Lúgubre, escuro, ameaçador, Pyke erguia-se sobre essas ilhas e pilares, quase como se fizesse parte delas, com a muralha exterior fechando o promontório para defender a base da grande ponte de pedra que se lançava do topo da falésia até a maior das ilhotas, dominada pelo sólido núcleo da Grande Fortaleza. Mais adiante ficavam a Fortaleza da Cozinha e a Fortaleza Sangrenta, cada uma erguida na sua própria ilha rochosa. Torres e edifícios externos agarravam-se aos rochedos que os rodeavam, ligados uns aos outros por arcadas cobertas quando os pilares ficavam perto, ou por longas pontes suspensas de madeira e corda quando eram distantes.
A Torre do Mar erguia-se da ilha mais afastada, na ponta da espada quebrada; a mais antiga parte do castelo, alta e redonda, com o pilar de faces abruptas sobre o qual se erguia, meio corroído, pelo interminável bater das ondas. A base da torre tinha se tornado branca com séculos de acúmulo de sal, os andares superiores verdes com o musgo que rastejava sobre eles como um espesso cobertor, o topo irregular negro com a fuligem do fogo das vigias noturnas.
Por cima da Torre do Mar esvoaçava o estandarte do pai. O Myraham estava distante demais para que Theon visse mais do que o pano, mas sabia qual símbolo ostentava: a lula gigante dourada da Casa Greyjoy, com os tentáculos contorcendo-se e se esticando no fundo negro. A bandeira voava presa a um mastro de ferro, tremendo e retorcendo-se quando era atingida por uma rajada de vento, como uma ave que lutava para levantar voo. O melhor de tudo era que, aqui, o lobo gigante dos Stark não voava mais alto, não lançava sua sombra sobre a lula gigante dos Greyjoy.

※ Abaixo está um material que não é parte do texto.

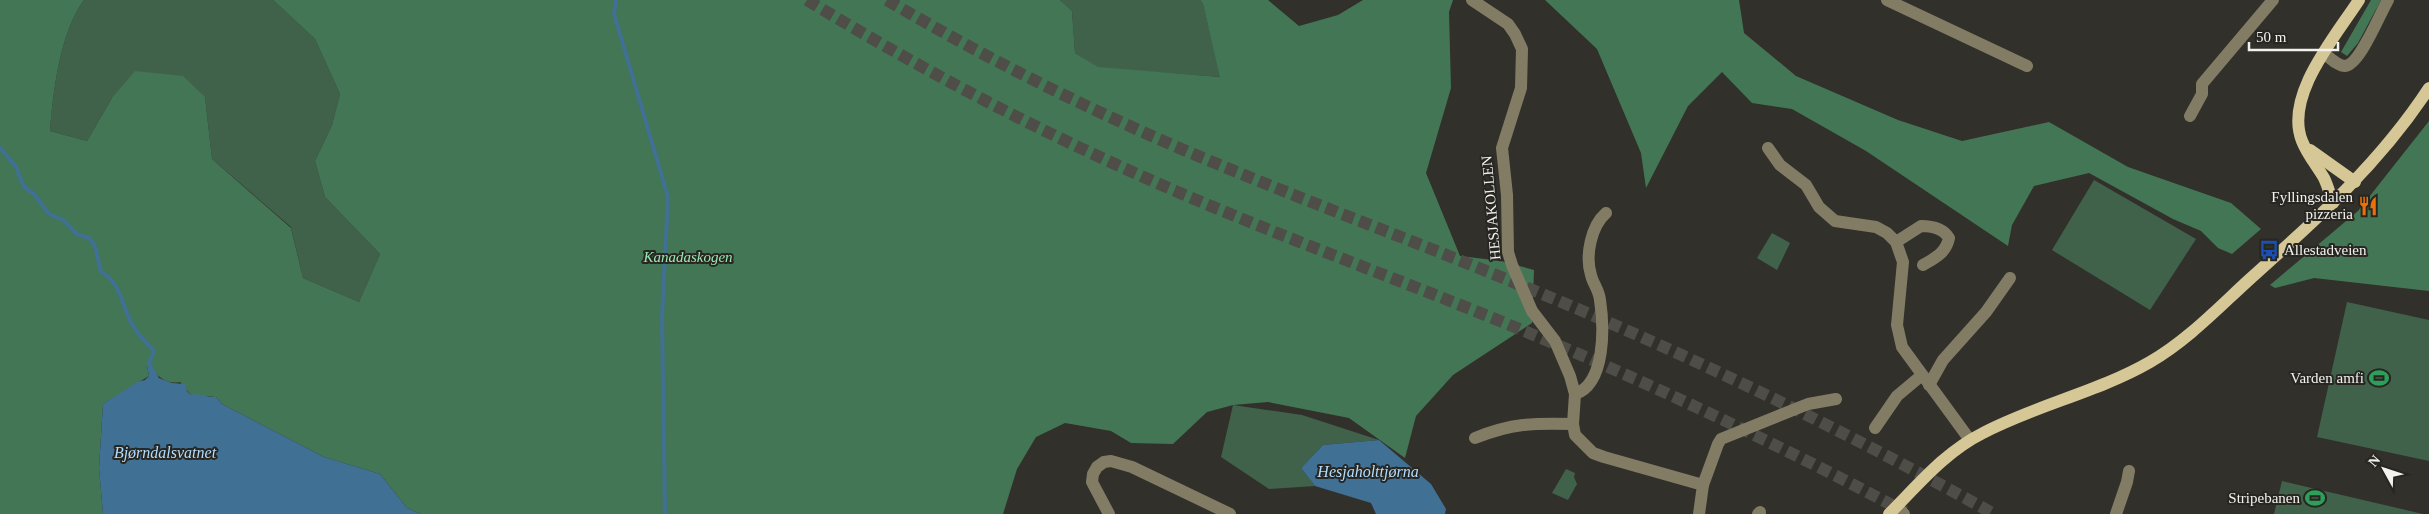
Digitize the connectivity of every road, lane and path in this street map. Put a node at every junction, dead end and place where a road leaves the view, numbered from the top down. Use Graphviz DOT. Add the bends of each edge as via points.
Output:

Theon nunca tinha visto algo mais entusiástico. No céu atrás do castelo, a bela cauda vermelha do cometa era visível através de nuvens esparsas e rápidas. Ao longo de todo o caminho entre Correrrio e Guardamar, os Mallister tinham discutido seu significado. É o meu cometa, disse Theon a si mesmo, enfiando uma mão no manto debruado de peles para tocar a bolsa de oleado acomodada no seu bolso. Lá dentro estava a carta que Robb Stark lhe dera, um papel que valia uma coroa.